Page 81 of The Outsider

“Hey,” he said. “Be careful.”

“Daughtry,” she said. “You’re always so concerned.”

Her words twisted around his throat, echoed inside of him. Because it was true. He was always so concerned. Always. Because he had to be.

And right now the thing he admired most about her was the thing he feared the most in himself. This need to be free. This wild thing within her. He was a police officer, because he knew it was the only way to be sure that he kept an accounting of right and wrong. Because he lived his life in black-and-white, and Bix was shades of color. All the rainbow in between. Not gray, everything golden and bright and glittering.

He had been mistaken. Thinking she was growing more and more civilized.

She was growing more and more into herself. The woman he had met had only been a sliver of the Bix that she became. And even all the stages after, there had been fear. Uncertainty. Insecurity. But this woman right here, this washer.

Certain and sure in a way he wasn’t entirely certain he’d ever been of himself.

But then, when Bix made mistakes, she didn’t hurt people.

When she tasted freedom, it wasn’t a sick, twisted joy in power.

And as for himself, he simply couldn’t trust it.

Then Bix scampered up to the ridgeline, and grabbed hold of a low-hanging tree branch.

“Bix...”

“I’m reaching for the stars, Sheriff,” she said, grinning at him, and then she hefted herself up into the trees, and disappeared.

“Dammit, Bix,” he muttered as he set his own beer down and went to the tree. Went up after her. Compelled to do so, even as there was something in him that demanded he not do it. That demanded he get back down immediately.

Instead, he followed her little ass right up the tree. He looked up, and saw her a few branches above. She peered down at him. “Well, look at you, Sheriff.”

“Look at you, you feral little beast.”

She smiled. “Born and bred. And... proud. Of where I’ve managed to get myself to.”

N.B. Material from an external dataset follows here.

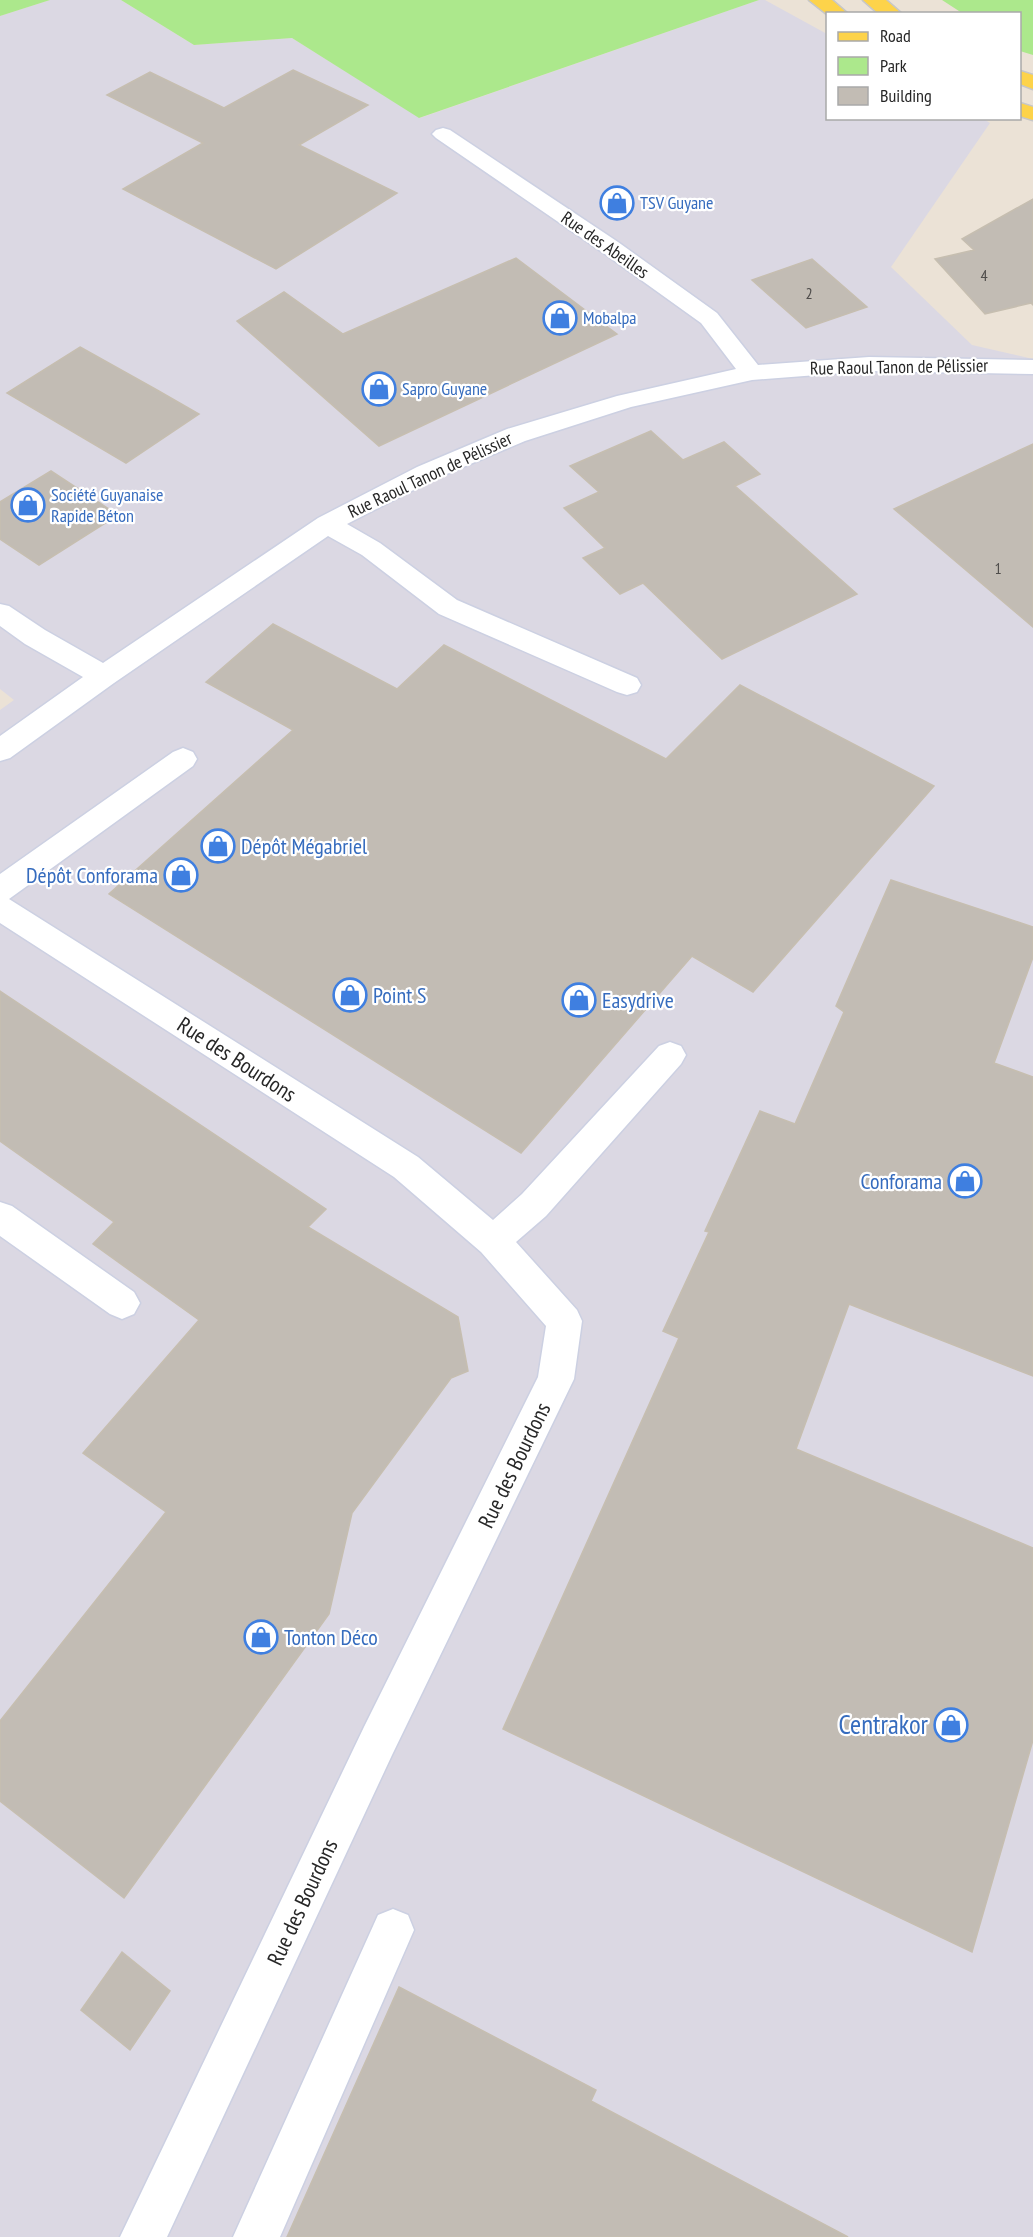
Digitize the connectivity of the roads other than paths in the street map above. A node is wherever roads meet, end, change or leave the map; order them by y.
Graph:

His heart hit the front of his breastbone. He liked hearing that. That she acknowledged her own achievements here. Her own triumph. That she truly understood that she herself was great. That she wasn’t just saying she owed him. There was something different about her tonight, and it was stunning.

She was proud of herself.

Bix would always be whiskey in the shape of a woman, poured out and lit on fire. A shot of something far too strong for just anybody to handle.

She would always be this.

And he would only ever bring her down to earth. He didn’t want that for her.

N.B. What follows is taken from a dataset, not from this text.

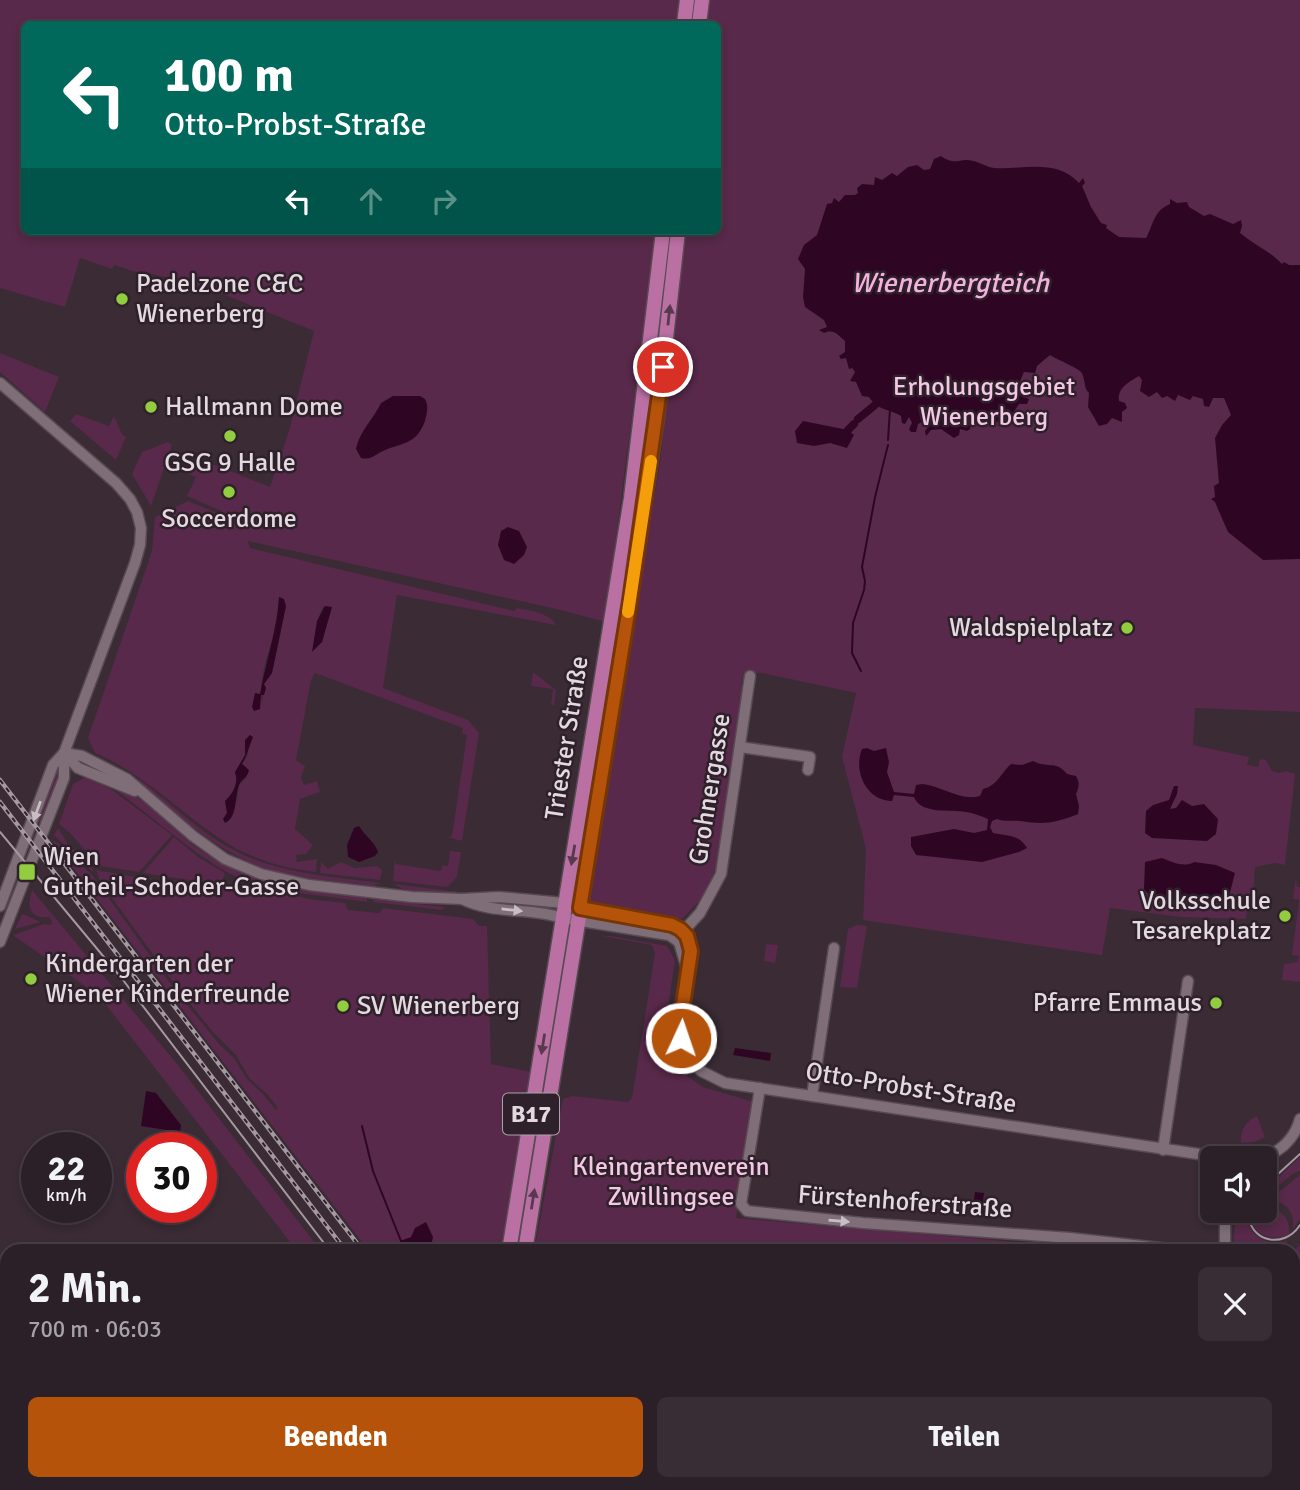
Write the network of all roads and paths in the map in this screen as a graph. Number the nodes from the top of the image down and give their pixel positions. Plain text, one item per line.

More than that, he knew he couldn’t spend too much time up here with her.

He knew himself.

And what he didn’t know, what he had never known, was when you crossed the line so far that you could no longer look at the face of a terrified little girl and feel guilt.

He had been his father’s muscle.

He had thought that they were smarter than everybody else. That they were better. That they inherently deserved the money that they had because they had outsmarted the idiots who had agreed to do business with them. The arrogance that came from something like that was astonishing. If you had too much confidence in your own moral compass, it could be pointing due south, and you wouldn’t even know anymore.

Wouldn’t know that you’d lost north so many miles ago that you were off course so damned far you were about to walk into the sea.

The water would be up over your head before you ever realized it. Before you ever admitted that you had taken a wrong turn.

Bix had a compass inside her that worked just fine.